Microsoft's scanning engine, used in the OneCare home-user product and the Forefront corporate range, fared poorly in the previous test, failing to achieve the 85% required for participation in the tests. However, recent efforts, including an ongoing recruitment programme hiring experts from around the world, continue to pay off for Microsoft as the latest figures show a 7% improvement in detection in the last six months. A score of 90.7% puts the product in 15th place out of the 17 competitors, but qualifies for AV-Comparatives's 'Standard' certification.
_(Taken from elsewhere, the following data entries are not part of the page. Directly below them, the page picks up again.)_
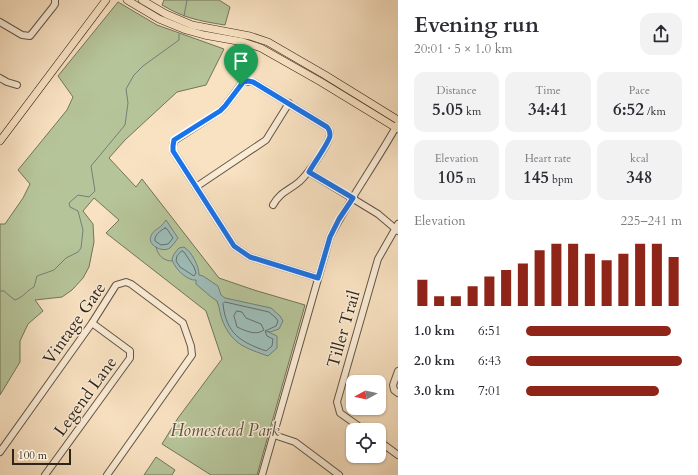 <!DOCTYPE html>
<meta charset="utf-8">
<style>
body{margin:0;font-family:Cardo,serif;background:#f2f2f3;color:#2b2b33;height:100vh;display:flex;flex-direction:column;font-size:15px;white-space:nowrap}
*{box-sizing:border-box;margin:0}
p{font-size:13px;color:#7c7c81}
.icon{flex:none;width:22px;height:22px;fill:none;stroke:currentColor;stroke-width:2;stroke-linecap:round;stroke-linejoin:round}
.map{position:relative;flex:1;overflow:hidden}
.side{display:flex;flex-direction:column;background:#fff;width:300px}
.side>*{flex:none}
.needle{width:26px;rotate:262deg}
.fabs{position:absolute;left:346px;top:375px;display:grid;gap:8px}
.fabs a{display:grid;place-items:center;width:40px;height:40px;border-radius:8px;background:#fff;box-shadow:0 1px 3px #0004;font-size:20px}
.scale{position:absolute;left:12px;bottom:10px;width:59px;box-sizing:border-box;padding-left:4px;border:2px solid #2f241a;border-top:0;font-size:11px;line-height:14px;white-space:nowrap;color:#2f241a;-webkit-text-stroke:3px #fbecd7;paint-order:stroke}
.pin{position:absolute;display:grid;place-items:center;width:34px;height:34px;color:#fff;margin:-41px -17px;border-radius:50% 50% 50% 0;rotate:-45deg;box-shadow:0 0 4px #0007}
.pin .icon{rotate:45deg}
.round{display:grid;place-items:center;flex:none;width:42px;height:42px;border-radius:12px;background:#f2f2f3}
.headline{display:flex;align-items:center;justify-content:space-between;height:68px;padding:0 16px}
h1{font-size:22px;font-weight:700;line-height:30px}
.figures{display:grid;grid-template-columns:repeat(3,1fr);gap:6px;height:68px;padding:4px 16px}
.figures div{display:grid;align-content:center;border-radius:10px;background:#f2f2f3;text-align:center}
.figures b{font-size:17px;font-weight:700}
.figures small{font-size:11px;font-weight:400}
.figures p{font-size:11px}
.chart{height:112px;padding:8px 16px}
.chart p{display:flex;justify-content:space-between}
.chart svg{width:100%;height:72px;margin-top:4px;stroke:#8f2418;stroke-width:6}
ul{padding:0 16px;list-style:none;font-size:13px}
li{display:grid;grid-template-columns:64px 48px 1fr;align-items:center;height:30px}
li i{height:10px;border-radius:5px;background:#8f2418}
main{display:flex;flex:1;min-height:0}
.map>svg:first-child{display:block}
.green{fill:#b6c499;stroke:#72745a}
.water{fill:#9ebdb8;stroke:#728079}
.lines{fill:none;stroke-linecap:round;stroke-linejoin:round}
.shore{stroke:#667069;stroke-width:1}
.stream{stroke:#728079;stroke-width:1}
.minor-casing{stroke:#625444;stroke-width:8}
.major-casing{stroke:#2f241a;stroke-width:8}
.minor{stroke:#fbecd7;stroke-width:6}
.major{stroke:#f9e2c2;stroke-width:7}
.route-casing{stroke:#fff;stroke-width:8}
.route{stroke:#1a73e8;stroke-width:5}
.labels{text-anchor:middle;stroke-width:3;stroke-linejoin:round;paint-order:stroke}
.street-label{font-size:17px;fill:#2f241a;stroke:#fbecd7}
.park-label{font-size:17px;font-style:italic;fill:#585440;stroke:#fbecd7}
</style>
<main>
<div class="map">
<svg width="398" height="475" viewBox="0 0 398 475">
<rect width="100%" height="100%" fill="#f9e2c2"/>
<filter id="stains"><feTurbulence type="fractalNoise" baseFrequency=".005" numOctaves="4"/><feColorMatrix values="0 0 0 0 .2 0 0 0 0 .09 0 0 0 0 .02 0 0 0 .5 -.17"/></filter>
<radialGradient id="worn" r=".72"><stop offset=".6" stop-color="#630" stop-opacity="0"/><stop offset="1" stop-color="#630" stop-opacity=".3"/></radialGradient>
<!-- green -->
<g class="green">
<path d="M164 0H219L230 7 225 25C199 21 184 18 162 5Z"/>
<polygon points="118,2 157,25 224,49 206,85 177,92 125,140 109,158 136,187 142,179 219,278 254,290 305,305 257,475 211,475 162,444 178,418 222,359 206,311 106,233 119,220 94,198 83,211 93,224 94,242 89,267 83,278 72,290 62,297 35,300 43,311 28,324 20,341 20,362 0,395 0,224 5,224 23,198 30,184 18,170 67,110 73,97 58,76"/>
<polygon points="156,457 175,470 172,475 144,475"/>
</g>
<!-- water -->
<g class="water">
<path d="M166 220 178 238C176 241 172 246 170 248 162 253 147 245 151 236 153 230 159 229 162 225 164 223 164 222 166 220Z"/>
<path d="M184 247C192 252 199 266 199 275L203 276 218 286 221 295 225 298 271 308 280 316 283 321 279 329 270 332 266 331 277 336V348L268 356C246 348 233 345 223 322 220 315 220 308 217 301L210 296 196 284V280C187 281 174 268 172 259L174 254 179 248Z"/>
</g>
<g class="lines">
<!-- shore -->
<g class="shore">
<path d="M165 228 167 229 173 238 168 244 161 245 155 241C154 235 160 231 165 228Z"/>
<polygon points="182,251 184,252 194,267 196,273 194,276 180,267 176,261 177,256"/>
<path d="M225 302 269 312 276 318 278 321 276 326 265 331 267 336 273 339 272 346 266 351C241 342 226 334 223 304Z"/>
<path d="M237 311 242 312 246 318 261 324 264 330C256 336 246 331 237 327L234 316Z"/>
</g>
<!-- stream -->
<g class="stream">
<polyline points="184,16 187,0"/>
<path d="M156 247C158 256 164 261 172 261"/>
<path d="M0 291H4L11 297 15 300C25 296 26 291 34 287L37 276 54 270 66 258 78 252 81 248 83 230 78 211 70 207 69 203 78 195 89 197 95 191 91 166 125 125 128 103 126 89 134 75 143 66 179 40V34"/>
</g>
<defs>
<g id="minor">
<polyline points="0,22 22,35 30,36 53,7 55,4 55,0"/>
<polyline points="0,78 7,82 17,85"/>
<polyline points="309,172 378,214 398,231"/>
<polyline points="196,187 266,140 289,103"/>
<path d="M273 205C280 192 288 191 299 182 307 175 328 146 330 135 330 132 329 129 327 127L253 82H243L225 106 220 111 174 141 173 146V151L234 246 250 257 318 278"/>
<polyline points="398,371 393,385 394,390 398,393"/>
<polyline points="364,430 340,413 337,402 378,259 398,224"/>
<polyline points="274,435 295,442 339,475"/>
<polyline points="379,441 398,455"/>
<polyline points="0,452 92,323 116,285 126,282 131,284 183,323 191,346 192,355 107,475"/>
<polyline points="45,475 130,358 130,351 92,323"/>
<path d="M262 475 330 237C350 198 376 163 397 125"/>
</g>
<g id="major">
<polyline points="127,0 159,19 186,30 204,35 243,42 261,48 321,82 398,129"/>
<polyline points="142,0 166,14 192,25 250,36 268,42 325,75 398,120"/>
<polyline points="0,141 106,0"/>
</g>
</defs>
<!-- minor casing -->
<use href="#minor" class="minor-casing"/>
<!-- major casing -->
<use href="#major" class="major-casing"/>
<!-- minor -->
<use href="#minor" class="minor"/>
<!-- major -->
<use href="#major" class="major"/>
</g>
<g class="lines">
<defs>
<path id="route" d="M248 81 253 82 327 127C329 129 330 132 330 136 328 144 314 163 309 172L353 198 339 219 330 237 318 278 250 257 234 246 173 151V146L174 140 220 111 225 106 241 85 243 82Z"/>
</defs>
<!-- route casing -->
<use href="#route" class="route-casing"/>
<!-- route -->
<use href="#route" class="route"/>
</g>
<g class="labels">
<!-- street labels -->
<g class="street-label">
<text transform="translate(74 323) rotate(-55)" y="6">Vintage Gate</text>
<text transform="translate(343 329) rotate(-74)" y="6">Tiller Trail</text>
<text transform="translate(85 396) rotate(-54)" y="6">Legend Lane</text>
</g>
<!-- park labels -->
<g class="park-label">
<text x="225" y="436">Homestead Park</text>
</g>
</g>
<rect width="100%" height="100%" filter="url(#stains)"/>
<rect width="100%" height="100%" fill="url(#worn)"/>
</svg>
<div class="fabs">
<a><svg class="needle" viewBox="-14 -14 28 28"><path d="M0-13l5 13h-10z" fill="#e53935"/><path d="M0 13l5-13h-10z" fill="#7c7c81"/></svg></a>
<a><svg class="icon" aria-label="locate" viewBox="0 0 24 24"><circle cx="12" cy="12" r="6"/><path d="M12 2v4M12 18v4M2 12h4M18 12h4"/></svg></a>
</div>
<div class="scale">100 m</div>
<div class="pin" style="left:241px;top:85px;background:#1e9e55"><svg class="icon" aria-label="arrive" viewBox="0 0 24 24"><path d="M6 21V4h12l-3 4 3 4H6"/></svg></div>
</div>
<section class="side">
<div class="headline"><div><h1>Evening run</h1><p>20:01 · 5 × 1.0 km</p></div><a class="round"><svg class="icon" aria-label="share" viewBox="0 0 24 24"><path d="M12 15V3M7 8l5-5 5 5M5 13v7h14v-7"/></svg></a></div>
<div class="figures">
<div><p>Distance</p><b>5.05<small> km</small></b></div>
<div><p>Time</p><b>34:41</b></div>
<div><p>Pace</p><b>6:52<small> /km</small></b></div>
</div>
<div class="figures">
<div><p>Elevation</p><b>105<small> m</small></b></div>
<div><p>Heart rate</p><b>145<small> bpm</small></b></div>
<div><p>kcal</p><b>348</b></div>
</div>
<div class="chart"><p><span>Elevation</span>225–241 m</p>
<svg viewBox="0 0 160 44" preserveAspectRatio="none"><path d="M5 44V28M15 44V38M25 44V38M35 44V32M45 44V26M55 44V22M65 44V18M75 44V10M85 44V6M95 44V6M105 44V12M115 44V16M125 44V12M135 44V6M145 44V6M155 44V14"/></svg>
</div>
<ul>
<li><b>1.0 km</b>6:51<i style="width:93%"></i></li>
<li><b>2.0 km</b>6:43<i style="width:100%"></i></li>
<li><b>3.0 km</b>7:01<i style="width:85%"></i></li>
</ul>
</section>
</main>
'Microsoft's detection rates are improving fast, and they look likely to make it to the 'Advanced' level in time for next year's tests', said Andreas Clementi, who runs the AV-Comparatives testing. 'Having now reached the highly-respectable 'Standard' level, as well as passing Virus Bulletin's VB100 certification, Microsoft are proving to be an increasingly strong competitor for the other AV vendors to take on.'
Also attaining the 'Standard' level were products from Dr.Web, F-Prot, Fortinet (whose heuristics were deactivated at their request, to reduce false positives), and Norman. McAfee and Alwil's avast! reached the 'Advanced' level, while AVG, ESET's Nod32, F-Secure, eScan and BitDefender qualified for AV-Comparatives' highest accolade, 'Advanced+', alongside the top five.
The same set of products will return to the test bench in November for retrospective and false-positive tests. Full details of the latest test results, and testing methodologies, can be found on the AV-Comparatives site, here. As with all test scores, readers are advised not to base any purchasing decisions on the outcome of a single comparative, but to compare results across a range of tests, as well as taking other factors such as usability, features, support and pricing into consideration.